Full Body Scans and Airport Screening Security and Privacy Concerns

The invasive nature of modern airport screening procedures, particularly the full body scans which effectively render airline passengers naked in front of strangers, compels those concerned with notions of personal dignity and privacy to question whether the traditional divide between public duty and privacy has finally been eliminated.  These types of full body scans have been justified on the grounds that airline security is especially vulnerable in the face of real terrorist threats and that this invasive type of airport screening procedure is necessary to ensure airline safety and public confidence in air travel .

Others, including Congressional auditors, have resisted the full body scan policy on the grounds that the photographic data may be misused in ways that are not specifically related to airline security, that personal privacy is being unduly invaded without any type of preexisting cause, and that there are other airline screening measures less invasive than full body scans that can effectively secure the same level of airline security.  What emerges from an examination of the substantive arguments underlying the debate over the ethical propriety of full body scans as an integral feature of airport screening procedures is a very real philosophical divide between those who balance the competing factors in favor of a public duty to submit to the body scans and those who balance the competing factors in favor of a dominant privacy interest.  Despite the need to ensure airline security, the fact remains that full body scans are not necessary to ensure airline security and that ethical concerns such as the right to privacy and the potential abuse of the photographic scans counsels that full body scans should be eliminated from airline screening measures.
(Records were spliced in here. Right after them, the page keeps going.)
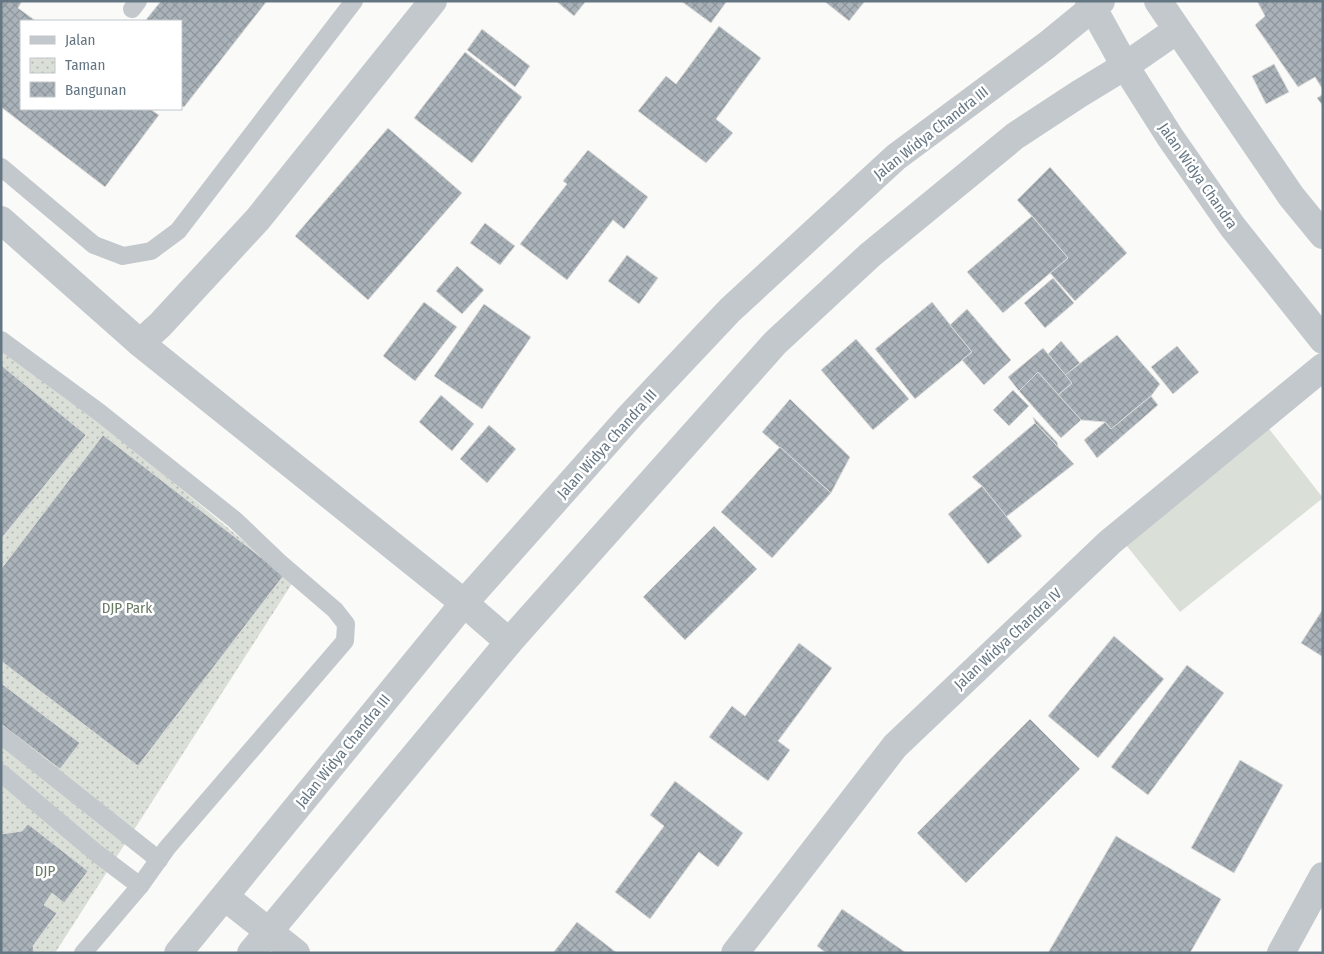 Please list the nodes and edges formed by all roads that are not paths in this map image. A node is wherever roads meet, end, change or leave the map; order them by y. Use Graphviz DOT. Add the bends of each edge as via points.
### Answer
graph roads {
  1 [pos="354,1"];
  2 [pos="433,1"];
  3 [pos="1158,1"];
  4 [pos="1095,3"];
  5 [pos="1177,30"];
  6 [pos="1125,66"];
  7 [pos="1,167"];
  8 [pos="1,220"];
  9 [pos="1323,235"];
  10 [pos="1,340"];
  11 [pos="1323,340"];
  12 [pos="140,343"];
  13 [pos="1323,367"];
  14 [pos="464,603"];
  15 [pos="509,642"];
  16 [pos="1,735"];
  17 [pos="1,773"];
  18 [pos="159,860"];
  19 [pos="1323,876"];
  20 [pos="140,886"];
  21 [pos="225,897"];
  22 [pos="269,931"];
  23 [pos="83,953"];
  24 [pos="178,953"];
  25 [pos="251,953"];
  26 [pos="296,953"];
  27 [pos="735,953"];
  28 [pos="1281,953"];
  1 -- 7 [label="lane" via="178,231 151,251 123,256 94,245"];
  2 -- 12 [label="street" via="258,219"];
  3 -- 5 [label="street"];
  4 -- 6 [label="street, Jalan Widya Chandra"];
  4 -- 14 [label="street, Jalan Widya Chandra III" via="1047,45 896,157 730,310 631,415"];
  5 -- 6 [label="street"];
  5 -- 9 [label="street" via="1291,196"];
  6 -- 11 [label="street, Jalan Widya Chandra" via="1232,226"];
  6 -- 15 [label="street" via="1015,136 863,262 775,344"];
  8 -- 12 [label="street"];
  10 -- 18 [label="lane" via="235,520 335,610 346,624 345,641"];
  12 -- 14 [label="street"];
  13 -- 27 [label="street, Jalan Widya Chandra IV" via="1110,542 895,746"];
  14 -- 15 [label="street"];
  14 -- 21 [label="street, Jalan Widya Chandra III"];
  15 -- 22 [label="street"];
  16 -- 18 [label="lane"];
  17 -- 20 [label="lane"];
  18 -- 20 [label="lane"];
  19 -- 28 [label="street"];
  20 -- 23 [label="lane"];
  21 -- 22 [label="street"];
  21 -- 24 [label="street, Jalan Widya Chandra III"];
  22 -- 25 [label="street"];
  22 -- 26 [label="street"];
} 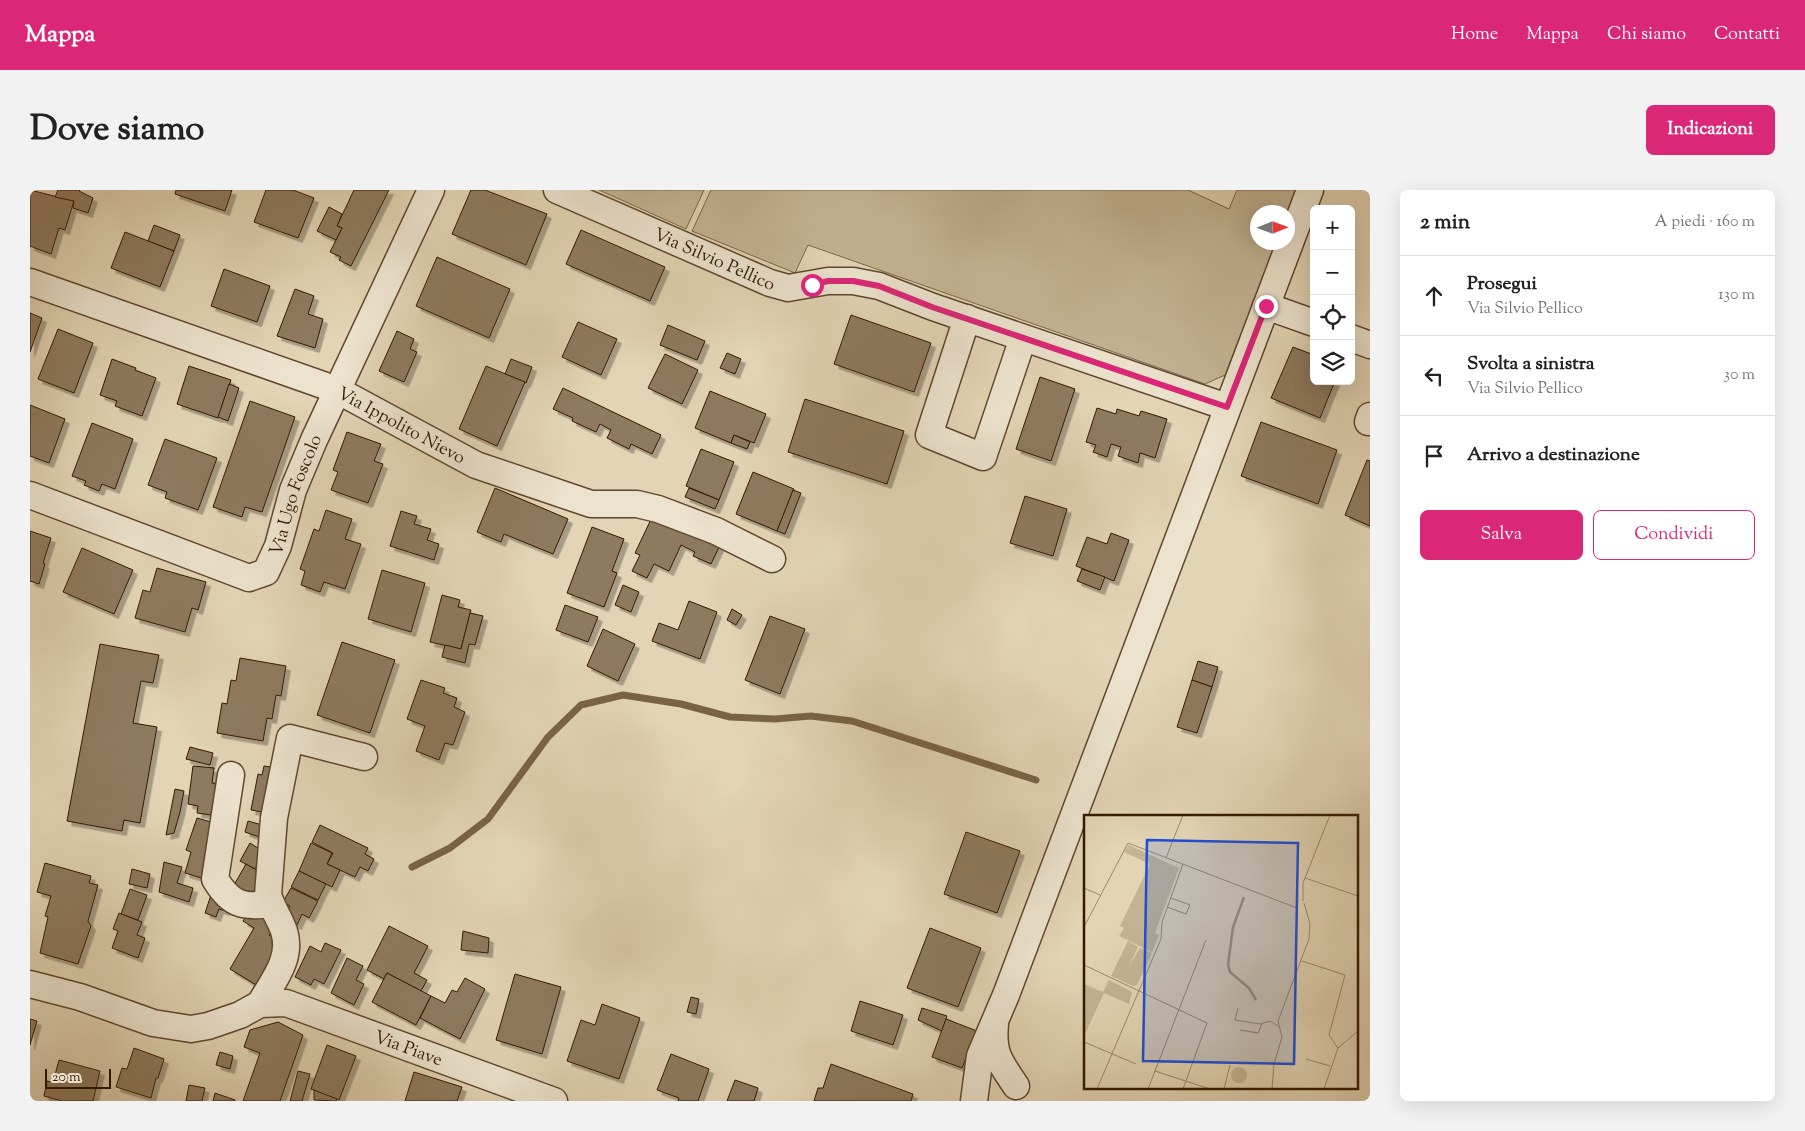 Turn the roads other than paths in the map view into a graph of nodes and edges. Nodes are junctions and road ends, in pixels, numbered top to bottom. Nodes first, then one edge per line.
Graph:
1 (430, 190) edge
2 (557, 190) edge
3 (1310, 190) edge
4 (30, 282) edge
5 (1266, 306) junction
6 (967, 318) junction
7 (1310, 322) edge
8 (1023, 338) junction
9 (1355, 339) edge
10 (1370, 345) edge
11 (337, 390) junction
12 (1227, 407) junction
13 (30, 496) edge
14 (772, 559) dead end
15 (364, 757) dead end
16 (231, 775) dead end
17 (271, 904) junction
18 (30, 984) edge
19 (260, 1004) junction
20 (996, 1018) junction
21 (1027, 1096) edge
22 (554, 1101) edge
23 (974, 1101) edge

1 - 11 street, Via Ugo Foscolo
2 - 6 street, Via Silvio Pellico
3 - 5 street
4 - 11 street, Via Ippolito Nievo
5 - 7 street
5 - 12 street
6 - 8 street, Via Silvio Pellico
6 - 8 street
8 - 12 street, Via Silvio Pellico
9 - 10 street
11 - 13 street, Via Ugo Foscolo
11 - 14 street, Via Ippolito Nievo
12 - 20 street
15 - 17 street
16 - 17 street
17 - 19 street
18 - 19 street, Via Piave
19 - 22 street, Via Piave
20 - 21 street
20 - 23 street
21 - 23 street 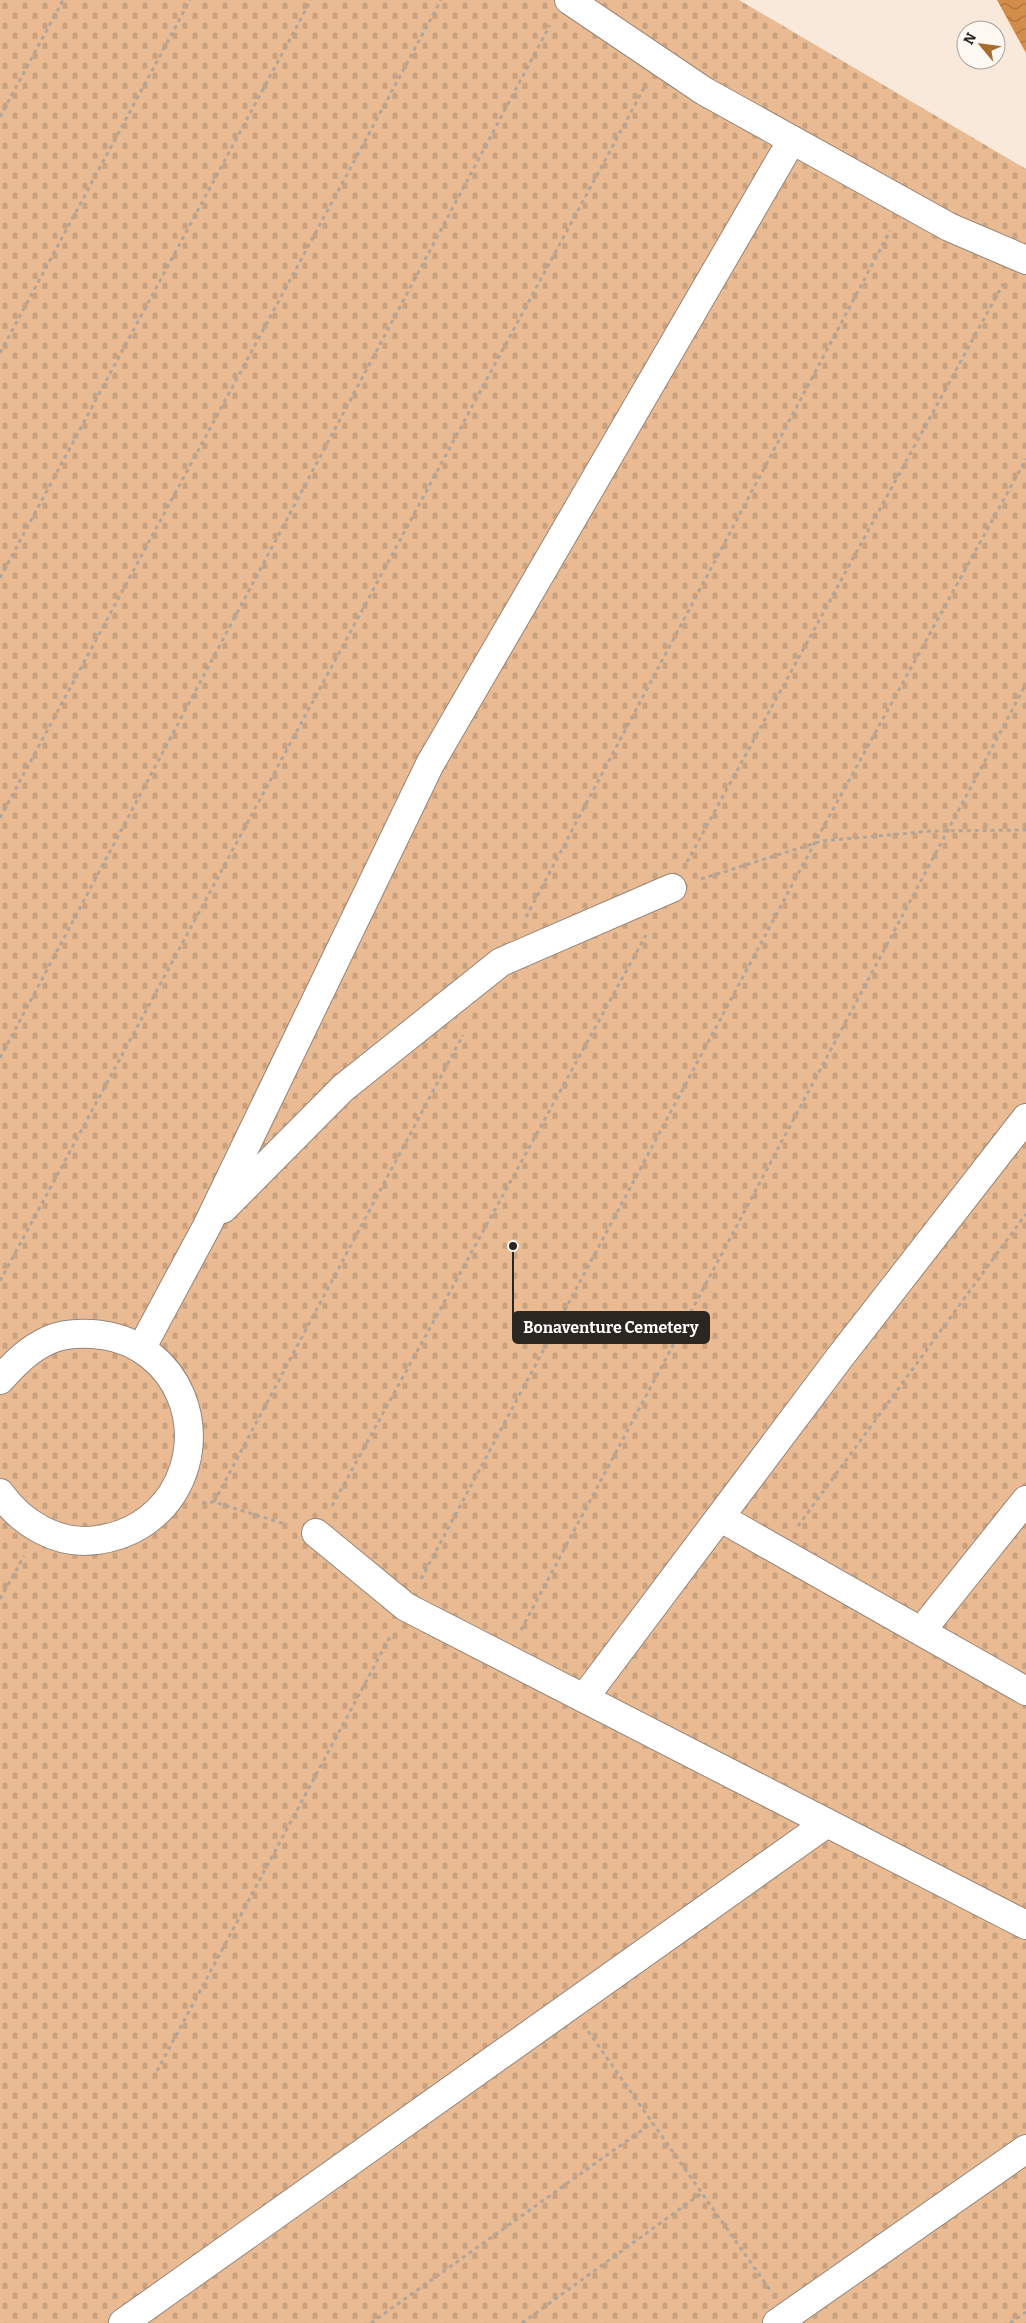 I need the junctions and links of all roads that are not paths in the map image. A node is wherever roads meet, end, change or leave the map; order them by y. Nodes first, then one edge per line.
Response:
1 (561, 9) edge
2 (792, 140) junction
3 (1022, 259) edge
4 (672, 888) road end
5 (1026, 1118) edge
6 (207, 1226) junction
7 (141, 1349) junction
8 (0, 1380) edge
9 (0, 1493) edge
10 (1026, 1500) edge
11 (721, 1518) junction
12 (316, 1533) road end
13 (922, 1630) junction
14 (1026, 1691) edge
15 (584, 1698) junction
16 (827, 1823) junction
17 (1026, 1925) edge
18 (1026, 2149) edge
19 (782, 2319) edge
20 (124, 2323) edge

1 - 2 lane
2 - 3 lane
2 - 6 lane
4 - 6 lane
5 - 11 lane
6 - 7 lane
7 - 8 lane
7 - 9 lane
10 - 13 lane
11 - 13 lane
11 - 15 lane
12 - 15 lane
13 - 14 lane
15 - 16 lane
16 - 17 lane
16 - 20 lane
18 - 19 lane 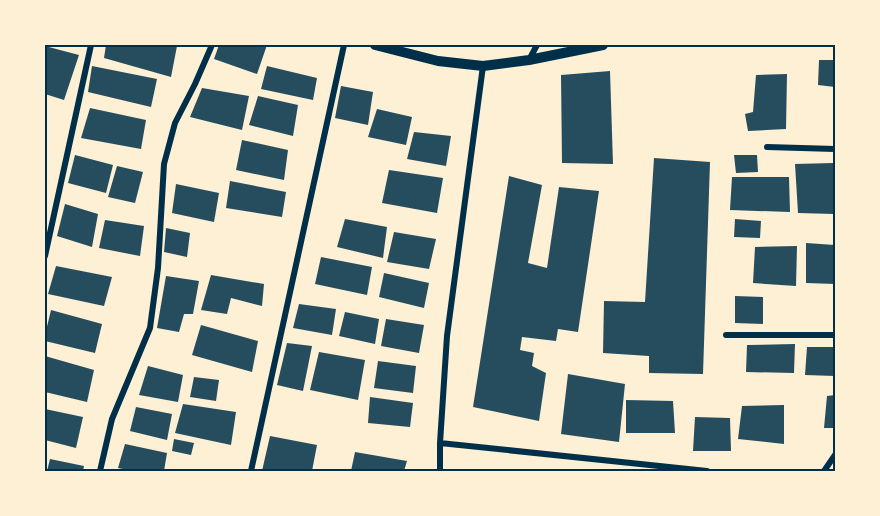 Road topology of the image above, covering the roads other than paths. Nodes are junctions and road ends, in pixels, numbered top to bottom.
1 (91, 45) edge
2 (212, 45) edge
3 (344, 45) edge
4 (375, 45) edge
5 (537, 45) edge
6 (603, 45) edge
7 (529, 60) junction
8 (483, 66) junction
9 (767, 147) dead end
10 (835, 149) edge
11 (45, 256) edge
12 (726, 335) dead end
13 (835, 335) edge
14 (440, 443) junction
15 (835, 456) edge
16 (100, 471) edge
17 (251, 471) edge
18 (440, 471) edge
19 (707, 471) edge
20 (824, 471) edge

1 - 11 street
2 - 16 street
3 - 17 street
4 - 8 street
5 - 7 street
6 - 7 street
7 - 8 street
8 - 14 street
9 - 10 street
12 - 13 street
14 - 18 street
14 - 19 street
15 - 20 street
As an initial matter, it is necessary to place this debate in its proper and larger context.  The fear of terrorism, to be sure, is the motivating force behind the articulation and implementation of various airline screening measures.  Absent this fear of terror using airlines, this particular issue would not be such a major debate.  The fear of terror, in turn, has lead to a larger debate which focuses on the meaning of personal privacy and whether and to what extant privacy considerations should be minimized or sacrificed in the name of public safety.  The consequent trend has been a rather sharp movement toward the public safety model at the expense of ethical and legal models related to privacy.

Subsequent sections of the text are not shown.